Ce qu’il ne doit pas produire, c’est une réponse identique publiée trente fois. Le lecteur suivant repère immédiatement le copier-coller, et une réponse manifestement automatique est pire qu’une absence de réponse : elle prouve que personne n’a lu.

La règle qui évite cela est mécanique : reprenez un élément propre au cas — la date, le produit, le lieu — dans chaque réponse. Le squelette est commun, la première phrase est particulière, et cela suffit.

Ce registre est le livrable durable d’une prestation de réputation, exactement comme la page de décisions l’est pour la rédaction. Il vous rend capables de répondre sans nous, ce qui est le but et non un effet secondaire.

Ce que nous faisons, et ce que nous refuserons de faire

Ce que nous refuserons : acheter des avis, en faire écrire par vos employés, et demander la suppression d’un avis véridique. La règle est déjà posée par l’article sur le marketing digital et elle ne se négocie pas, y compris quand la note est injuste.

Nous refuserons également de vous vendre une surveillance de la cinquième surface. La capture d’écran qui circule dans un groupe fermé n’est observable par aucun outil, et facturer un service qui prétend le contraire serait vendre une illusion mesurable.

Nous refuserons de nous engager sur une note. Ce n’est pas une mesure que quiconque contrôle, et un objectif chiffré sur ce point ne peut être atteint rapidement que par les moyens que nous venons de refuser.

Ce que nous faisons : la carte des cinq surfaces établie pour votre cas, avec la fréquence de surveillance de chacune ; les seuils de réponse et la personne désignée ; le registre des réponses écrit avec vous ; la note mensuelle qui remonte les reproches répétés à l’exploitation plutôt que de les habiller ; et le seuil de crise défini avant qu’il serve.

Et ce que vous pouvez faire cette semaine sans nous : cherchez le nom de votre entreprise dans les commentaires sous les trois dernières publications de votre concurrent le plus proche. Vous saurez en dix minutes si la quatrième surface vous concerne, et c’est celle que personne ne regarde.

Questions fréquentes

Faut-il répondre à tous les avis ?

À tous les avis négatifs et à une partie des positifs, oui — mais le délai compte davantage que la formulation. Vingt-quatre heures pour une plainte publique : une réponse impeccable au huitième jour est lue comme un aveu par le lecteur suivant.

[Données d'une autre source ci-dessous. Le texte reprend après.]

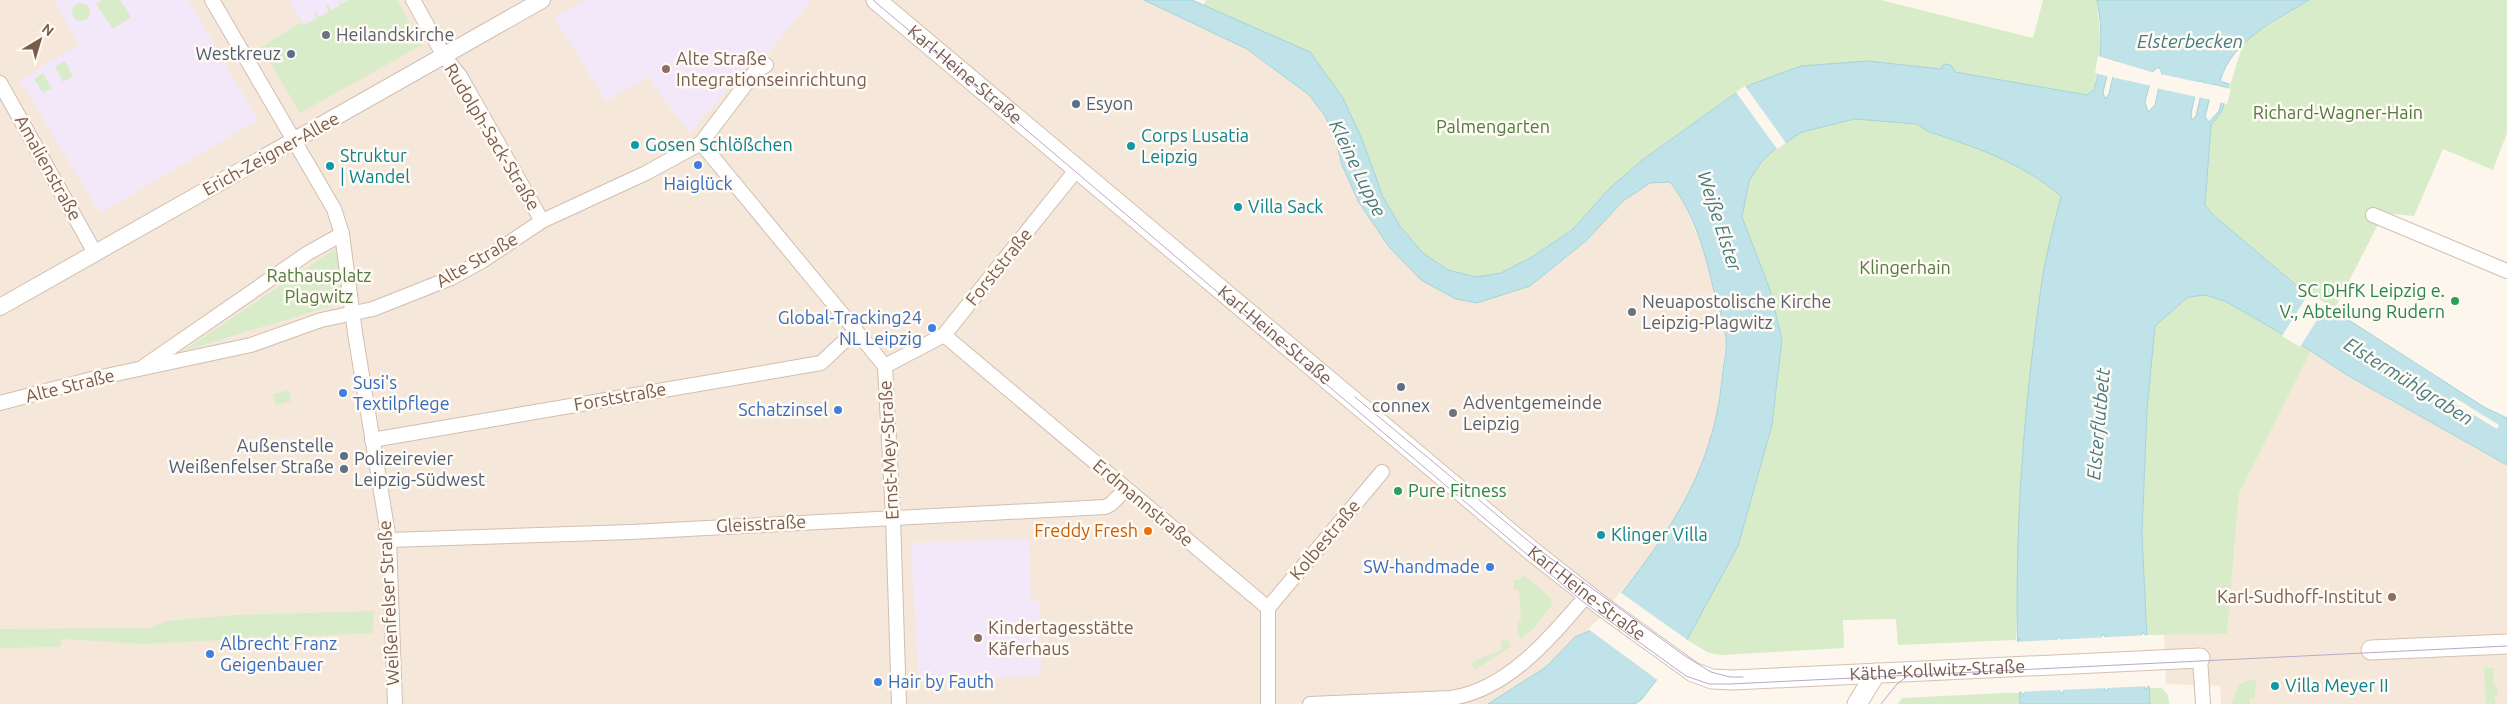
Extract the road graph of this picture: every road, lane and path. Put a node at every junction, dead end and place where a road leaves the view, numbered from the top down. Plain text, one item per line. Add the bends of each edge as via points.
1 (212, 0) edge
2 (413, 0) edge
3 (542, 0) edge
4 (876, 0) edge
5 (444, 56) junction
6 (766, 65) dead end
7 (0, 83) edge
8 (295, 140) junction
9 (701, 142) junction
10 (1077, 169) junction
11 (2374, 215) dead end
12 (542, 221) junction
13 (342, 234) junction
14 (95, 253) junction
15 (2507, 271) edge
16 (0, 307) edge
17 (353, 313) junction
18 (856, 330) junction
19 (944, 335) junction
20 (885, 366) junction
21 (140, 369) junction
22 (0, 403) edge
23 (372, 440) junction
24 (1382, 472) dead end
25 (1126, 489) junction
26 (893, 517) junction
27 (389, 540) junction
28 (1587, 595) junction
29 (1268, 608) junction
30 (2507, 644) edge
31 (2371, 650) dead end
32 (2200, 658) joint
33 (1680, 663) joint
34 (1876, 673) junction
35 (395, 704) edge
36 (898, 704) edge
37 (1268, 704) edge
38 (1310, 704) edge
39 (1857, 704) edge
40 (2203, 704) edge

1 - 8 street, Weißenfelser Straße
2 - 5 street, Rudolph-Sack-Straße
3 - 5 street, Erich-Zeigner-Allee
4 - 10 main road, Karl-Heine-Straße
5 - 8 street, Erich-Zeigner-Allee
5 - 12 street, Rudolph-Sack-Straße via 460,76
6 - 9 street, Alte Straße via 755,72
7 - 14 street, Amalienstraße
8 - 13 street, Weißenfelser Straße via 334,209
8 - 14 street, Erich-Zeigner-Allee
9 - 12 street, Alte Straße via 646,173
9 - 18 street, Ernst-Mey-Straße
10 - 19 street, Forststraße
10 - 28 main road, Karl-Heine-Straße
11 - 15 street
12 - 17 street, Alte Straße via 451,278
13 - 17 street, Weißenfelser Straße
13 - 21 street, Alte Straße via 308,253
14 - 16 street, Erich-Zeigner-Allee
17 - 21 street, Alte Straße via 320,320 251,345
17 - 23 street, Weißenfelser Straße
18 - 20 street, Ernst-Mey-Straße
18 - 23 street, Forststraße via 821,363
19 - 20 street, Forststraße
19 - 25 street, Erdmannstraße
20 - 26 street, Ernst-Mey-Straße
21 - 22 street, Alte Straße
23 - 27 street, Weißenfelser Straße
24 - 29 street, Kolbestraße
25 - 26 street, Gleisstraße via 1105,506
25 - 29 street, Erdmannstraße
26 - 27 street, Gleisstraße via 631,532
26 - 36 street, Ernst-Mey-Straße
27 - 35 street, Weißenfelser Straße
28 - 33 main road, Karl-Heine-Straße
28 - 38 street via 1529,659 1472,693 1451,698
29 - 37 street
30 - 31 main road
32 - 34 main road, Käthe-Kollwitz-Straße
32 - 40 street
33 - 34 main road, Käthe-Kollwitz-Straße via 1701,676 1722,680
34 - 39 main road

Peut-on faire supprimer un avis ?

Un avis véridique ne s’efface pas, et la tentative laisse une trace plus lourde que l’avis. En revanche un avis qui vise un autre établissement, ou qui contient une attaque personnelle, relève d’un signalement légitime auprès de la plateforme.

Comment faire monter notre note ?

En obtenant plus d’avis honnêtes, demandés au moment où le travail se termine, à tous les clients de la même façon. Une note tenue par onze avis se corrige en trente ; il n’y a pas d’autre méthode légitime, et l’achat se voit.

Que faire d’un avis qui ne vient pas d’un client ?

Ne contestez pas la qualité de client : écrivez un fait vérifiable et laissez le lecteur suivant conclure. Notez que la personne qui a appelé sans obtenir de réponse est un client empêché, pas un faux client, et que sa plainte est fondée.

Peut-on surveiller ce qui se dit dans les groupes fermés ?

Non, et aucun outil ne le permet. La seule protection est en amont : n’écrivez rien dans une conversation client que vous ne voudriez pas voir affiché, et mettez par écrit les prix et les délais qui vous protègent.

À partir de quand est-ce une crise ?

Trois signes : plusieurs plaintes sur le même fait en quelques heures, une reprise par quelqu’un d’extérieur, ou un sujet grave — sécurité, santé, argent, données, accusation nominative. La décision remonte alors et la réponse devient unique.

Où nous intervenons

L’écart entre la date du dernier avis et celle de votre dernière réponse situe le problème mieux que n’importe quel relevé. Il ne dit pas sur quelle surface il se joue.

  • Nous établissons lesquelles des cinq vous concernent réellement, et lesquelles non.
  • Nous fixons une fréquence de passage par surface, pas une fréquence unique.
  • Nous écrivons les seuils : ce qui se répond, ce qui s’ignore, ce qui remonte.

Si votre dernier avis date de plus d’un an, ce n’est pas un sujet de réputation : personne ne parle de vous, et cela se traite ailleurs.